Leiria e o Padre Amaro

11 Novembro | 2015 | Goodyear

Há pouco tempo falamos de Eça de Queiroz e a sua casa de Tormes para convidar o leitor a uma aproximação do universo literário do autor no seu ambiente imediato. Hoje é de Leiria que falamos, daquela mesma Leiria que o autor desenhou com o traço desapiedado com que mostrou a cidade do seu tempo na qual ele brevemente morara. Uma cidade sórdida mas cativante e um livro que causou até mesmo protestos na altura da sua publicação e, em fim, uma obra polémica e intrigante, se calhar o primeiro romance realista escrito na nossa língua. Em 2005 foi feito um filme que muda o enredo de localização até a Lisboa (e ainda mais no México), perdendo, na minha opinião, muito do charme que envolve o livro.

Felizmente, Leiria soube aproveitar o conceito de património material e imaterial e compreender esse facto: não são apenas as coisas que se passaram e os edifícios históricos que construem uma cidade, mas também o seu reflexo na arte do seu tempo. A Leiria que aparece nas páginas do romance é tão real quanto a que podemos pisar, tocar e ver. E uma política turística tem forçosamente de ter em conta isto.

Livro - Quilometrosquecontam

 

A Câmara Municipal assinalou convenientemente, pois, o percurso da chamada Rota d’O Crime do Padre Amaro, um passeio pelos locais em que decorre o enredo para o leitor-visitante se sentir como os personagens da narração.

A primeira paragem da rota é a Praça Rodrigues Lobo, onde pode consolidar forças para a rota num café e admirar o Ateneu para dar o pontapé de saída a este mergulho na década de 1870. Pela direita da Praça caminhe para a rua da Misericórdia. Aqui deixou o Eça umas palavras que ainda ecoam no ar: “E na Misericórdia, ao lado, o piar das corujas no silêncio dava-lhe uma sensação de ruína, de solidão e de fim eterno”. Em breve irá encontrar a Casa da Augusta Caminha (S. Joaneira no romance). Esta foi a primeira morada do Padre Amaro e aqui conheceu a sua namorada Amélia e a mãe dela.

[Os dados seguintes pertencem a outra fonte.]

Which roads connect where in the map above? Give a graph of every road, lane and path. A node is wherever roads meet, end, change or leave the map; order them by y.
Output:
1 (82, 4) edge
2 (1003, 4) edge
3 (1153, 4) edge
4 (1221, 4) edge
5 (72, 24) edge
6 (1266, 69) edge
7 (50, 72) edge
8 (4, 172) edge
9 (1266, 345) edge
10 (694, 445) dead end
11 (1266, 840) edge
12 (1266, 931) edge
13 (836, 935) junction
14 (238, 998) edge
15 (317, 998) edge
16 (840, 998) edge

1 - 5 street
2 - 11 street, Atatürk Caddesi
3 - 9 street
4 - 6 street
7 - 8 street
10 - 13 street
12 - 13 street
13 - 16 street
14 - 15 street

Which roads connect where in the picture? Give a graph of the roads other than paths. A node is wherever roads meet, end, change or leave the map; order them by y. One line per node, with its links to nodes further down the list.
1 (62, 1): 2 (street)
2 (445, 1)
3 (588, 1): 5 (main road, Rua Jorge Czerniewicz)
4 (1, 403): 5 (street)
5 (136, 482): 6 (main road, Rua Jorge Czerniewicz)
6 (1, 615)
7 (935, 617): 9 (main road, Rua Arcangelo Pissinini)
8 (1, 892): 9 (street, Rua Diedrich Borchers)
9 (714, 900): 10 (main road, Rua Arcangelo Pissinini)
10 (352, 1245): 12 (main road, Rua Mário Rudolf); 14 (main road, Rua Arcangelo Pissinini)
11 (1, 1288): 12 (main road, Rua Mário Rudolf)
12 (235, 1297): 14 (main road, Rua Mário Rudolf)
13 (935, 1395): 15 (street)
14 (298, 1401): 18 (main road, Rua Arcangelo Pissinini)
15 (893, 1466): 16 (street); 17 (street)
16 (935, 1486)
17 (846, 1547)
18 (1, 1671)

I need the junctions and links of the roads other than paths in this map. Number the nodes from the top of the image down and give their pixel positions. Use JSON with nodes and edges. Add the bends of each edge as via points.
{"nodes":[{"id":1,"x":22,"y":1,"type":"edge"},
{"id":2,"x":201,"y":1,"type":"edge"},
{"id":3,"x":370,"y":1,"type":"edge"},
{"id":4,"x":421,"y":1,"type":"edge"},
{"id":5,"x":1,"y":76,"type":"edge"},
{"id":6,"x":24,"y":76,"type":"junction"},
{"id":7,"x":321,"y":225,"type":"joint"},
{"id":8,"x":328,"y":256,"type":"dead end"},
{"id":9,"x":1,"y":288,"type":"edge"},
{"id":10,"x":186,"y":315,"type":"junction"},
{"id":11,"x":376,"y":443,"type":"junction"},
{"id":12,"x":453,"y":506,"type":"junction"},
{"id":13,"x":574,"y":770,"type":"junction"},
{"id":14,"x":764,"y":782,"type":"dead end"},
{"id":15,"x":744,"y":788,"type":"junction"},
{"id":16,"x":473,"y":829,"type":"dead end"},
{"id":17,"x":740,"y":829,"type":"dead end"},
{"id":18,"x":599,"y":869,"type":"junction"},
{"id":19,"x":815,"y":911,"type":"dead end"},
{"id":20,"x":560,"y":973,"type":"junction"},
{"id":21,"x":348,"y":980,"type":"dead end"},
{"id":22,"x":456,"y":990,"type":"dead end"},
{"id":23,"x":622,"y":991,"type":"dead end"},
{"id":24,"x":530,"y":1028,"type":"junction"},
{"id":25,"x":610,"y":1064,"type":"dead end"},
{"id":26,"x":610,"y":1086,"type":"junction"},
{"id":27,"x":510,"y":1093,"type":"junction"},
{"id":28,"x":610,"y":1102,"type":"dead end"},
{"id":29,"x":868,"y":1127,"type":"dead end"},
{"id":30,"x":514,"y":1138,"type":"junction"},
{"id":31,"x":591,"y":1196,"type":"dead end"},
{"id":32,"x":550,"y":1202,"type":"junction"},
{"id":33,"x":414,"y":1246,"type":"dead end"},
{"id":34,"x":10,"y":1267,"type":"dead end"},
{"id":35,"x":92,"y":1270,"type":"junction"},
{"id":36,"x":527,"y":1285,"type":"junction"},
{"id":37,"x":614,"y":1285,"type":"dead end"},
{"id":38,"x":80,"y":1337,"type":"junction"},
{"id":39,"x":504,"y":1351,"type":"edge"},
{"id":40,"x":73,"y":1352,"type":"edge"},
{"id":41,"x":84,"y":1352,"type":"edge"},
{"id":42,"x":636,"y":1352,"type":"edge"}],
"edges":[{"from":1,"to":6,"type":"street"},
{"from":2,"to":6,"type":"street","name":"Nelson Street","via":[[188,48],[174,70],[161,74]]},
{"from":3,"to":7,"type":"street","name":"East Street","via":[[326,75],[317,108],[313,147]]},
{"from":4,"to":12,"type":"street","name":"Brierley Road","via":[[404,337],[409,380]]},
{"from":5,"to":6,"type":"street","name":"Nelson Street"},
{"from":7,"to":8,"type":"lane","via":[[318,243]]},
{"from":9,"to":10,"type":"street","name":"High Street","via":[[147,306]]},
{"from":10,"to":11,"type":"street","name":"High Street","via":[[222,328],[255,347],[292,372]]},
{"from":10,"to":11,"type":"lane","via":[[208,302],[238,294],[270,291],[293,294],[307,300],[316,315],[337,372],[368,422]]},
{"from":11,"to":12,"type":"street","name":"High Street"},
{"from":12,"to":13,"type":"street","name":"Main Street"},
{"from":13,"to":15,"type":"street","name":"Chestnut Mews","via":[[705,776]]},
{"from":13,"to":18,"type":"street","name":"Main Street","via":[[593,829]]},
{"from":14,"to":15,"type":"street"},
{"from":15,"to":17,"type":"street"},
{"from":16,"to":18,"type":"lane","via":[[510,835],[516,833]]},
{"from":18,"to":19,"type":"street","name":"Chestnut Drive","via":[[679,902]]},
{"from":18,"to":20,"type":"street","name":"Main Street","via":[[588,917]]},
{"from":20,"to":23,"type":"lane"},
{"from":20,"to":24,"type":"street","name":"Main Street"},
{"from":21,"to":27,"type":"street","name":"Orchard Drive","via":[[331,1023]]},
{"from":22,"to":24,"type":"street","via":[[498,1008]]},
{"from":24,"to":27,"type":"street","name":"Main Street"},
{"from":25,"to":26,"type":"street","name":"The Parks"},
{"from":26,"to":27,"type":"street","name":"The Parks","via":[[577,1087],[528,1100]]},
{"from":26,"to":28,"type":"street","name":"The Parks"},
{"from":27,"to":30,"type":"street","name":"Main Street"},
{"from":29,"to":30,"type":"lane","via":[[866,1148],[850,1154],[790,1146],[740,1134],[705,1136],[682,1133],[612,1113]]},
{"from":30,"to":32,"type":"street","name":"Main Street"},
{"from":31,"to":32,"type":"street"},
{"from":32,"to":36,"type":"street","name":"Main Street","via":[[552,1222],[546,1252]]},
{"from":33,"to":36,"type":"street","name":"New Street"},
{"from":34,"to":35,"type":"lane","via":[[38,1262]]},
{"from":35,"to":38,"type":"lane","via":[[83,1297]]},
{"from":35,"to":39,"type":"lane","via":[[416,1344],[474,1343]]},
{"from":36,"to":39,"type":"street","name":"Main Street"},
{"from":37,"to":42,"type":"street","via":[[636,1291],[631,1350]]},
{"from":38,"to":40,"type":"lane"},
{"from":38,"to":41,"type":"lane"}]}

Após deixar para trás a Casa, chegamos à rua Barão de Viamonte (Rua Direita), mergulhando já plenamente no núcleo histórico desta cidade. Encontraremos em torno uma mescla de lojas tradicionais e outras mais modernas, perfeitas todas para escolher uma recordação desta cidade. Se continuarmos pela direita, depressa chegaremos ao largo da Sé. Esta obra do Eça é um profundo ataque à hipocrisia do seu tempo, e por isso reserva um tratamento muito negativo dos clérigos da época. O largo da Sé é um local de importância capital no enredo e aqui decorre muita da ação do romance. É um ponto em que admirar a Sé e a botica do Carlos com os seus tradicionais azulejos. Depois chega a subida à torre sineira, no sopé do Castelo.

No largo Dr Manuel Arriaga estava em tempo de Eça e Amaro o Governo Civil. Acabado o percurso, a Torre Sineira ainda resta do tempo em que os amantes se encontravam. A Casa do Sineiro  ou do Tio Esguelhas, é uma torre de estilo barroco, afastada da Sé e construída por cima de uma das antigas torres medievais das Portas do Sol.

Aqui acaba a rota do Padre Amaro, mas não necessariamente a visita a Leiria. O visitante ainda pode aproximar-se do varandim do largo e deitar uma vista sobre a cidade e o rio Lis, para encaminhar-se depois para a igreja da Misericórdia ou a alameda. Ou pode ir conhecer o Museu da Imagem em Movimento, e ainda o Castelo, que é um autêntico ex-libris desta cidade.

Antes de marchar, se calhar queira desfrutar de uma brisa do Lis, o bolo tradicional, enquanto senta numa esplanada e repassa com olhos curiosos as velhas páginas d’O Crime do Padre Amaro.